Paavo Olavi Siljamäki (born 25 April 1977) is a Finnish writer, producer and DJ, comprising one-third of the British trance band Above & Beyond. "P.O.S" is his solo project. He has also made music for various artists. Together with his bandmates, he has founded the trance music label, Anjunabeats.

== History ==

Based out of London since 1997, Siljamäki attended the University of Westminster where he met fellow Above & Beyond member Jono Grant. The duo discovered a mutual interest in Electronic Music. Siljamaki is credited as a producer under several Above & Beyond records, such as the Flow State album.

Siljamäki has twice been nominated for a Grammy award in the "Best Dance Recording" category. The first, in 2016, was for the track "We're All We Need", and the second in 2019 for the track Northern Soul.

=== P.O.S ===

Beside the production for Above & Beyond, Siljamäki also works under the P.O.S alias.
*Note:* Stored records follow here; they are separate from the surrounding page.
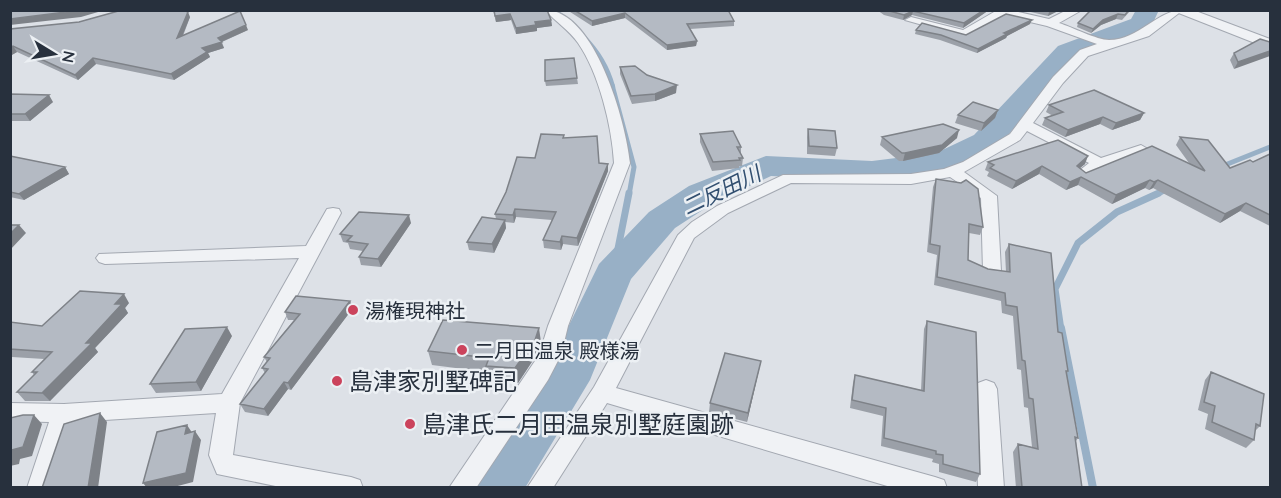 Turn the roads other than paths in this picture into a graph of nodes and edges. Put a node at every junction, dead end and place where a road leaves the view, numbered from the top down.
1 (550, 10) edge
2 (1077, 10) edge
3 (1000, 11) edge
4 (1178, 11) edge
5 (911, 20) edge
6 (1050, 23) junction
7 (1108, 44) junction
8 (1270, 44) edge
9 (1024, 125) junction
10 (1141, 149) edge
11 (1100, 163) junction
12 (952, 171) junction
13 (1083, 174) edge
14 (333, 213) dead end
15 (311, 252) junction
16 (105, 258) dead end
17 (992, 272) edge
18 (986, 389) dead end
19 (602, 393) junction
20 (229, 403) junction
21 (10, 412) edge
22 (64, 413) junction
23 (39, 488) edge
24 (351, 488) edge
25 (461, 488) edge
26 (539, 488) edge
27 (935, 488) edge
28 (991, 488) edge

1 - 25 street
2 - 6 street
3 - 5 street
3 - 6 street
4 - 7 street
4 - 8 street
6 - 7 street
7 - 9 street
9 - 11 street
9 - 12 street
10 - 11 street
11 - 13 street
12 - 17 street
12 - 19 street
14 - 15 street
15 - 16 street
15 - 20 street
18 - 28 street
19 - 26 street
19 - 27 street
20 - 22 street
20 - 24 street
21 - 22 street
22 - 23 street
The P.O.S single Gravity peaked at number 28 in the UK dance singles chart in March 2005. Released on Anjunabeats, Gravity was later remixed by James Grant and Andrew Bayer in 2012.

His mental health struggles drew inspiration for new music under the alias. Siljamaki revived the P.O.S alias in the studio, extending his solo work, releasing the Deeper Tales album in 2023.

On 23 February 2024, Siljamäki played a one-hour live performance under his P.O.S alias, at the Ahoy Rotterdam for A State of Trance, premiering new material.